EXERCISE AIM: Could you write out exactly the lines from the one that contains "I need the junctions" through the last line of the listing below, both included and nothing more?

****************************************

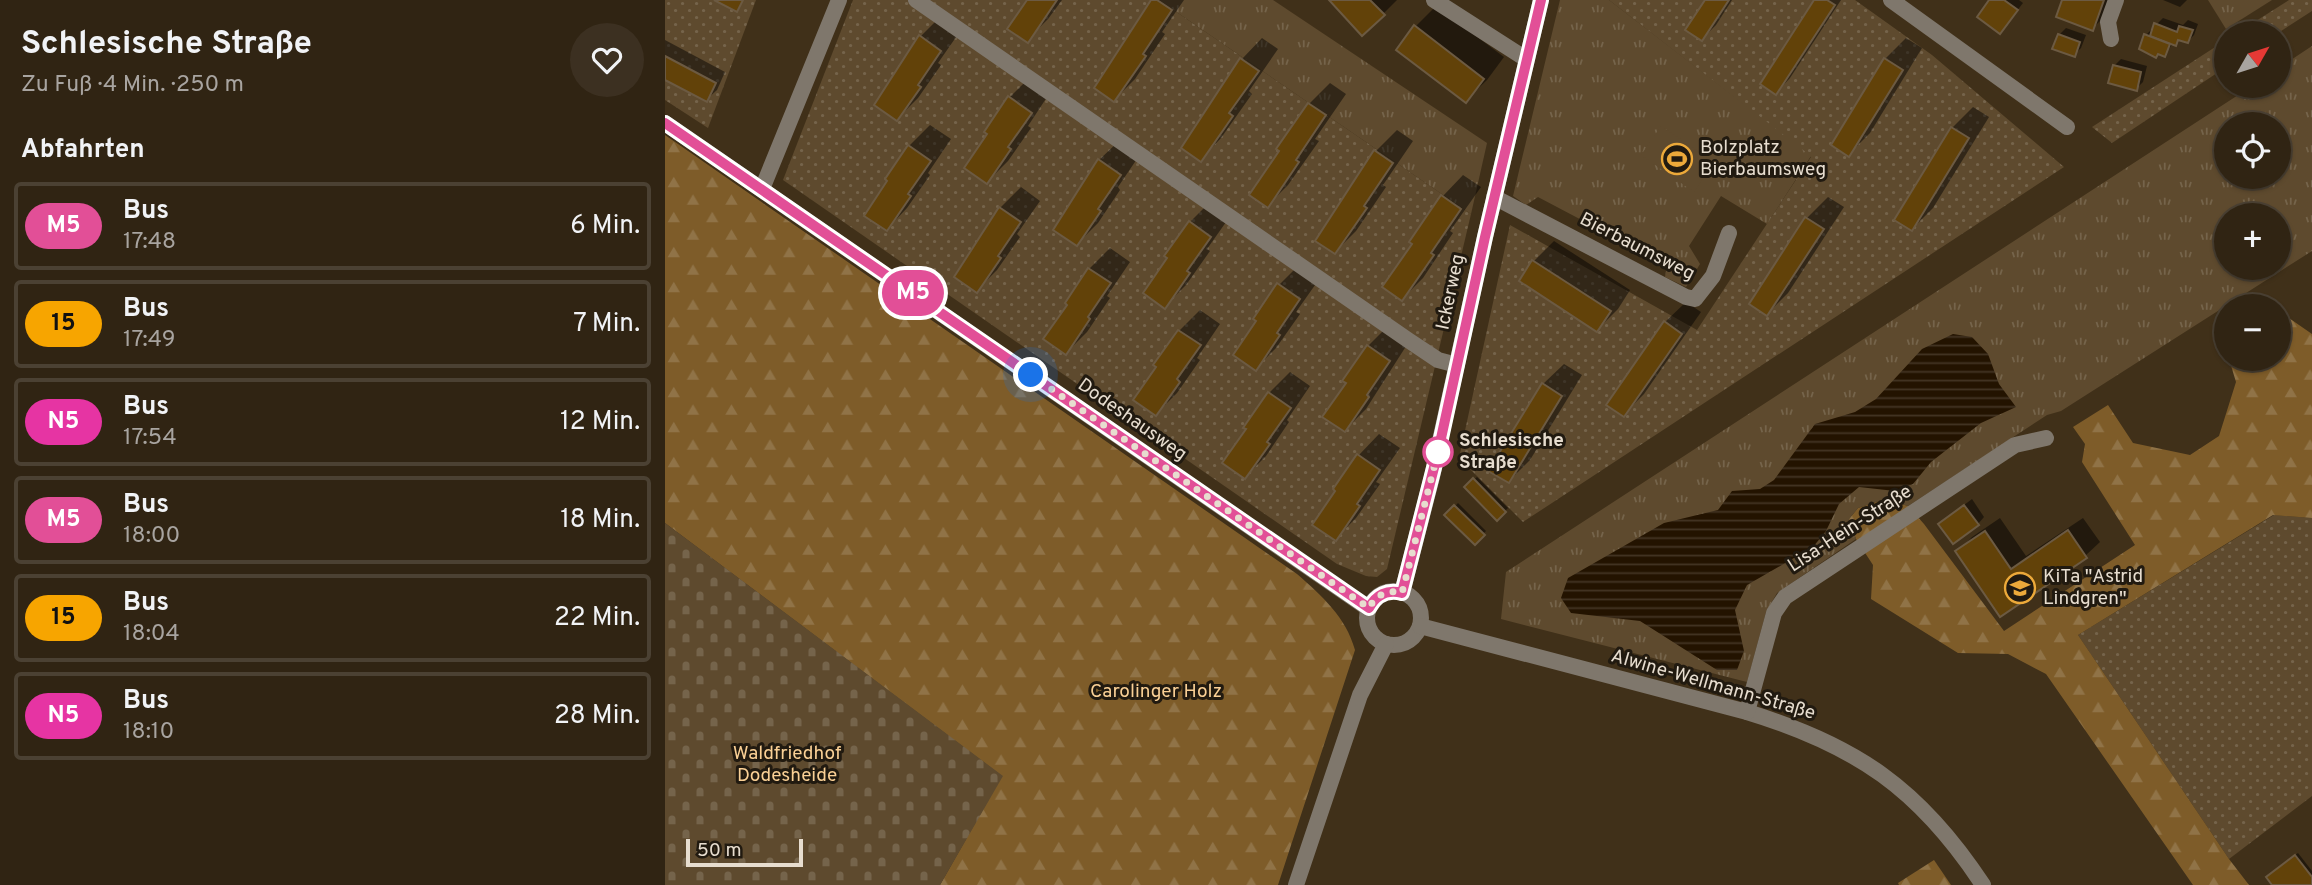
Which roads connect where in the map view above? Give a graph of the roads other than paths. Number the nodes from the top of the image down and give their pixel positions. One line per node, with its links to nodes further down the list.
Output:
1 (839, 0): 11 (street)
2 (916, 0): 14 (street)
3 (1434, 0): 8 (street)
4 (1541, 0): 8 (street, Ickerweg)
5 (1891, 0): 10 (street)
6 (2116, 0): 7 (street)
7 (2111, 39)
8 (1526, 59): 12 (street, Ickerweg)
9 (665, 123): 11 (street, Dodeshausweg)
10 (2067, 127)
11 (762, 189): 17 (street, Dodeshausweg)
12 (1494, 197): 13 (street, Bierbaumsweg); 14 (street, Ickerweg)
13 (1729, 233)
14 (1457, 365): 16 (street, Ickerweg)
15 (2046, 438): 20 (street, Lisa-Hein-Straße)
16 (1402, 593): 17 (street); 18 (street)
17 (1369, 608): 19 (street)
18 (1420, 626): 19 (street); 20 (street, Alwine-Wellmann-Straße)
19 (1386, 644): 21 (street)
20 (1747, 712): 22 (street, Alwine-Wellmann-Straße)
21 (1296, 885)
22 (1983, 885)

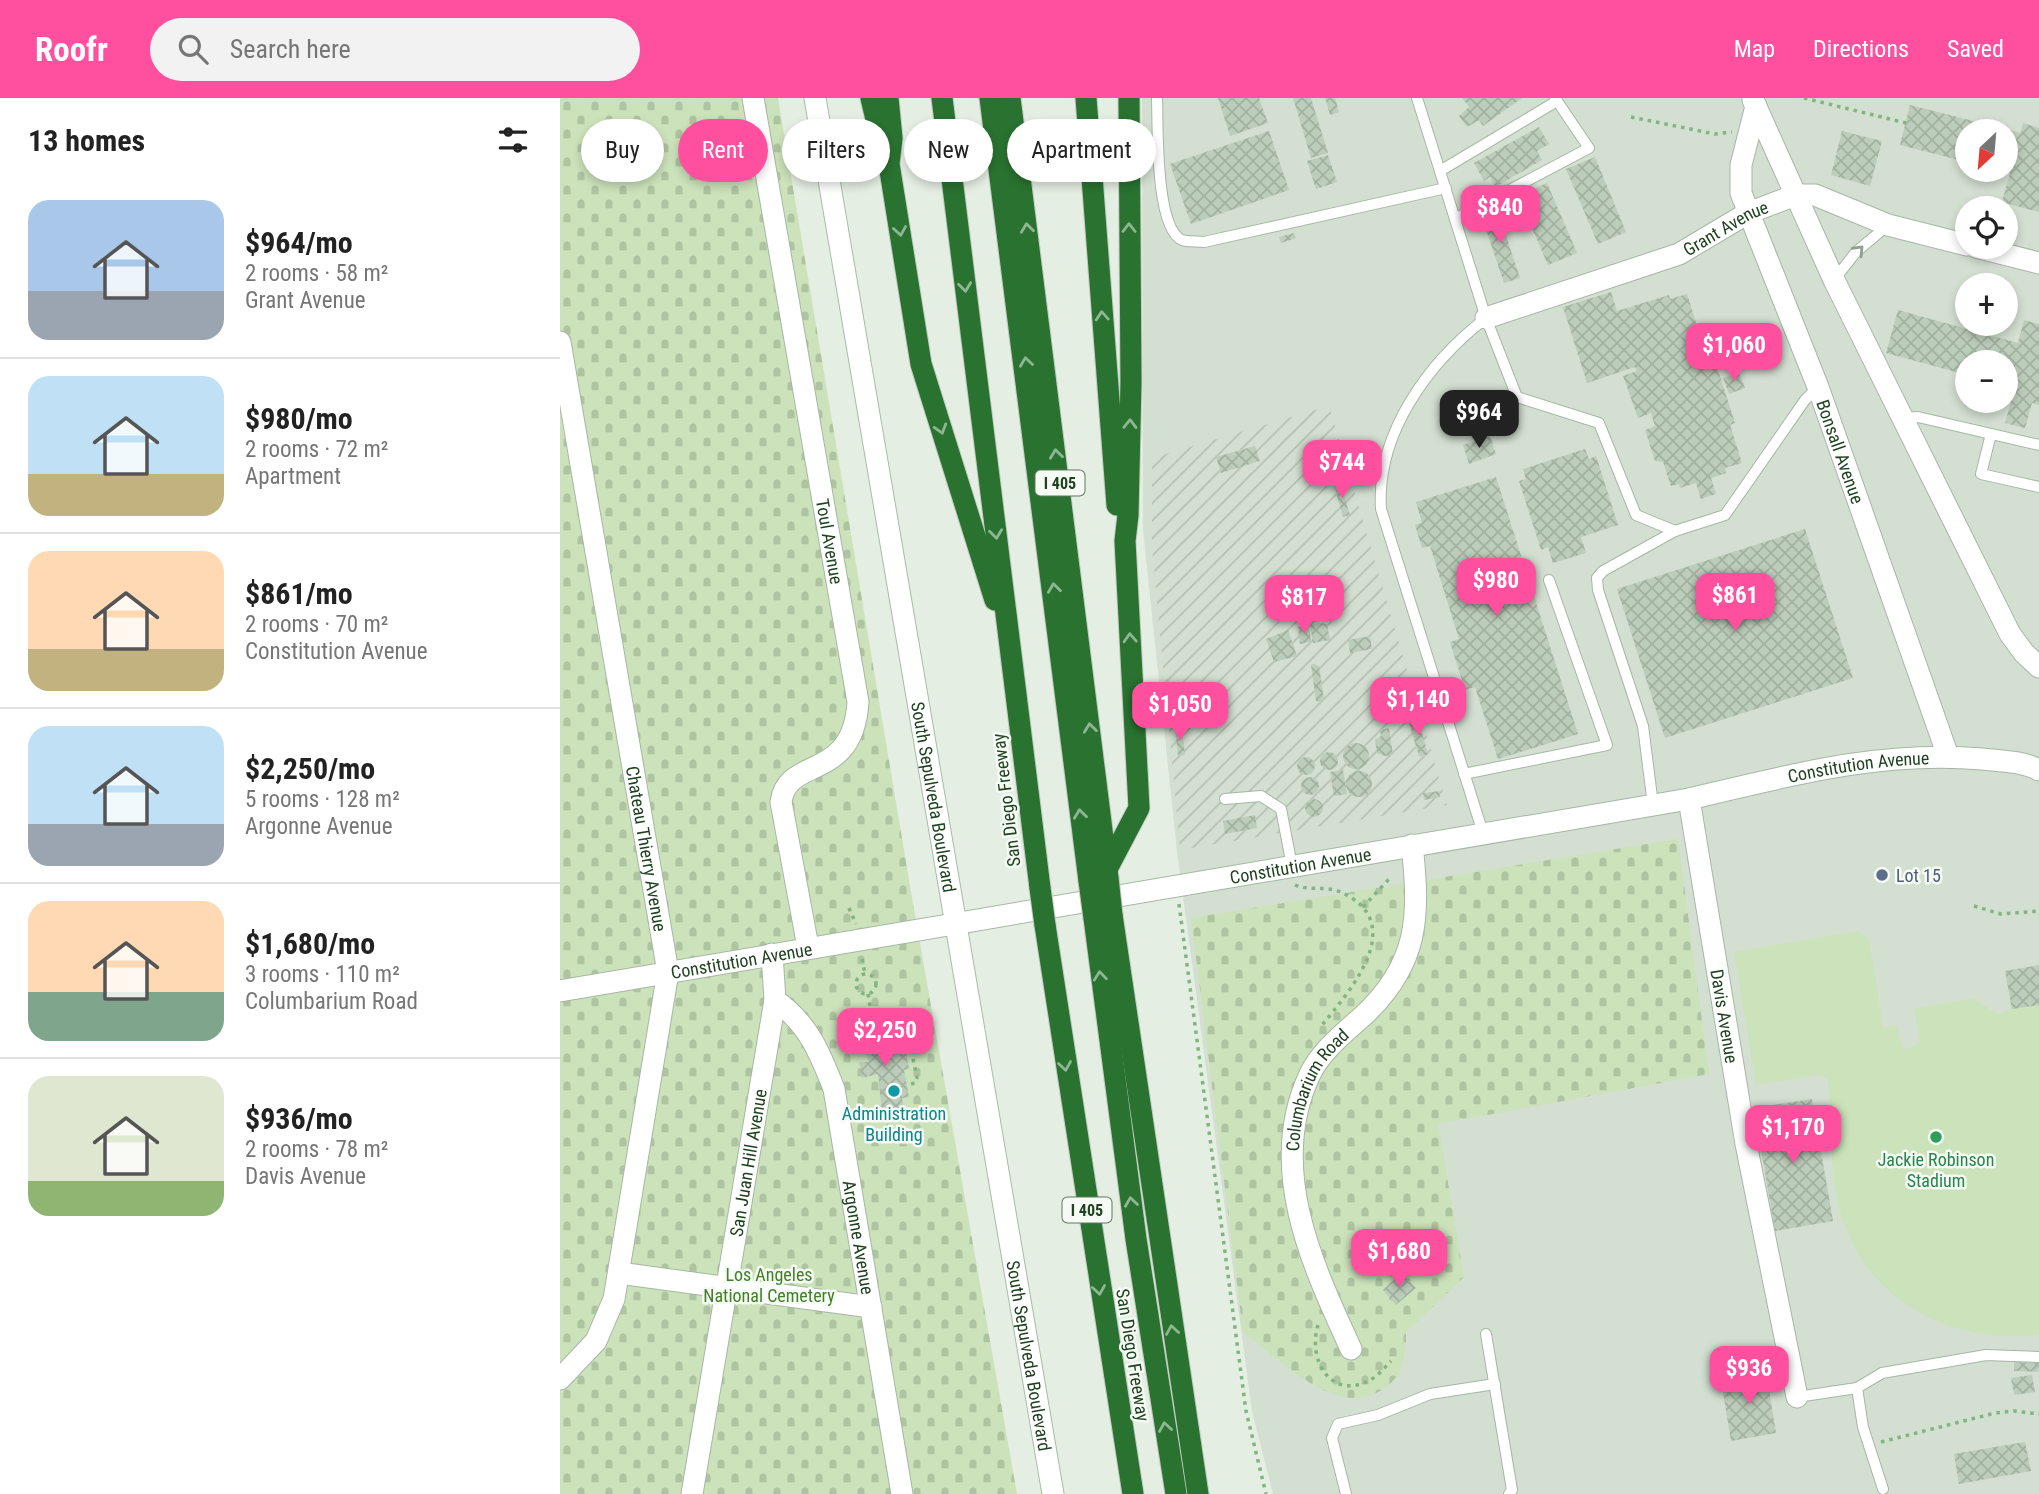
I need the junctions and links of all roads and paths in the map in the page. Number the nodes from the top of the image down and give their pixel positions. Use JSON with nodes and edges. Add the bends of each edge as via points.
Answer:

****************************************

WRITTEN RESPONSE:
I need the junctions and links of all roads and paths in the map in the page. Number the nodes from the top of the image down and give their pixel positions. Use JSON with nodes and edges. Add the bends of each edge as via points.
Answer:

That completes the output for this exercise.